• _Task objective_
Among the records that follow, set down only the lines from the one containing "Transcribe the names and structure of the map" to the one containing "Build a gazetteer for the screenshot", both included, exactly.

+ + + +

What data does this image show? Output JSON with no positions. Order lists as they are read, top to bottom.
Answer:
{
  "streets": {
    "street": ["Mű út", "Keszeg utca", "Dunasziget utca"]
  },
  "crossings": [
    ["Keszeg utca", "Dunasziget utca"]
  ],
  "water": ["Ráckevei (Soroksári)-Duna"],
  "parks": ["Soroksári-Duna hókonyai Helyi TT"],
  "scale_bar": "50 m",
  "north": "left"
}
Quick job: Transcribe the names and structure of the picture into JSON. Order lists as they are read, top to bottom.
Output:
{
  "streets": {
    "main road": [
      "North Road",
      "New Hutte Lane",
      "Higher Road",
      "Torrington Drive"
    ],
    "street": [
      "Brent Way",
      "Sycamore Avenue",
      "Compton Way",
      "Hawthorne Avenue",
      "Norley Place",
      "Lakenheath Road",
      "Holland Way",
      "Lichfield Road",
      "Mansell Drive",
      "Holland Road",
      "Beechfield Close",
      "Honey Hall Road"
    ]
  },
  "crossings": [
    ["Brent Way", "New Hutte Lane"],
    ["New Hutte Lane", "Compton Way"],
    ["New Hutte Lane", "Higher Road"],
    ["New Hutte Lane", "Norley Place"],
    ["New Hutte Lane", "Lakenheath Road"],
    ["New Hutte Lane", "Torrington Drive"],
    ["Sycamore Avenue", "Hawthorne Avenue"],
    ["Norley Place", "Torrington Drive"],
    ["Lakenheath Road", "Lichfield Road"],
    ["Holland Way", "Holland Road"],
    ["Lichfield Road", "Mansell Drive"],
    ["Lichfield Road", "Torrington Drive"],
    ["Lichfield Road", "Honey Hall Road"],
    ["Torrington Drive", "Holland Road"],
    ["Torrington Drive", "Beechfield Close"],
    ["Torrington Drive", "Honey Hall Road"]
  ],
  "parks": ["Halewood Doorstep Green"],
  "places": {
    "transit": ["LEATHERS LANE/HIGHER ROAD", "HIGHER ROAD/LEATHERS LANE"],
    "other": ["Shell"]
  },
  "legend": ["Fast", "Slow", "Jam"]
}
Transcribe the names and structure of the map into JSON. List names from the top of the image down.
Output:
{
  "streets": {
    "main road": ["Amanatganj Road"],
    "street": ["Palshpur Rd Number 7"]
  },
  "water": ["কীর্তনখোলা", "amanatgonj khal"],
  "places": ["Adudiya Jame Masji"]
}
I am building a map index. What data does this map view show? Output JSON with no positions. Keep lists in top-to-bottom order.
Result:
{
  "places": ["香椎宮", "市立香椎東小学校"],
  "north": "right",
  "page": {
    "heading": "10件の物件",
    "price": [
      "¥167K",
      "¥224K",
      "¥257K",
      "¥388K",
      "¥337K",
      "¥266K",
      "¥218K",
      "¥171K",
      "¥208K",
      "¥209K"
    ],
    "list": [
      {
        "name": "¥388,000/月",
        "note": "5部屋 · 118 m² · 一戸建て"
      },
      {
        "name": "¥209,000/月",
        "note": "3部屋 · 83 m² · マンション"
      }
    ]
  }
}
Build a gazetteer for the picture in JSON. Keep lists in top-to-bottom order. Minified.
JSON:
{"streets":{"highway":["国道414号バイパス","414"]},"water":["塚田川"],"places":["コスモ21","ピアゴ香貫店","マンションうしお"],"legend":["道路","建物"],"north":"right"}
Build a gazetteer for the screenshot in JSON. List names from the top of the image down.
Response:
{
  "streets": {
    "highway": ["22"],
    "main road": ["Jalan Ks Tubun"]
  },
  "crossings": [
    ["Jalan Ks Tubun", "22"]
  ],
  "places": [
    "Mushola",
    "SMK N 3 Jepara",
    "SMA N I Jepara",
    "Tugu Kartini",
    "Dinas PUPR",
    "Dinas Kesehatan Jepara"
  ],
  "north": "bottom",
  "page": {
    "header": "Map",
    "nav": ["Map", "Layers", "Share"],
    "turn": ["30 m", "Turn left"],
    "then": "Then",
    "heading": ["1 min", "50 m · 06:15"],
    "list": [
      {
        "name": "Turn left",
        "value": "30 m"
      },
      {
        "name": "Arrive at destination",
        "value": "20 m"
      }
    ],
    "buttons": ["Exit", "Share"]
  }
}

+ + + +

• _Result_
Transcribe the names and structure of the map into JSON. List names from the top of the image down.
Output:
{
  "streets": {
    "main road": ["Amanatganj Road"],
    "street": ["Palshpur Rd Number 7"]
  },
  "water": ["কীর্তনখোলা", "amanatgonj khal"],
  "places": ["Adudiya Jame Masji"]
}
I am building a map index. What data does this map view show? Output JSON with no positions. Keep lists in top-to-bottom order.
Result:
{
  "places": ["香椎宮", "市立香椎東小学校"],
  "north": "right",
  "page": {
    "heading": "10件の物件",
    "price": [
      "¥167K",
      "¥224K",
      "¥257K",
      "¥388K",
      "¥337K",
      "¥266K",
      "¥218K",
      "¥171K",
      "¥208K",
      "¥209K"
    ],
    "list": [
      {
        "name": "¥388,000/月",
        "note": "5部屋 · 118 m² · 一戸建て"
      },
      {
        "name": "¥209,000/月",
        "note": "3部屋 · 83 m² · マンション"
      }
    ]
  }
}
Build a gazetteer for the picture in JSON. Keep lists in top-to-bottom order. Minified.
JSON:
{"streets":{"highway":["国道414号バイパス","414"]},"water":["塚田川"],"places":["コスモ21","ピアゴ香貫店","マンションうしお"],"legend":["道路","建物"],"north":"right"}
Build a gazetteer for the screenshot in JSON. List names from the top of the image down.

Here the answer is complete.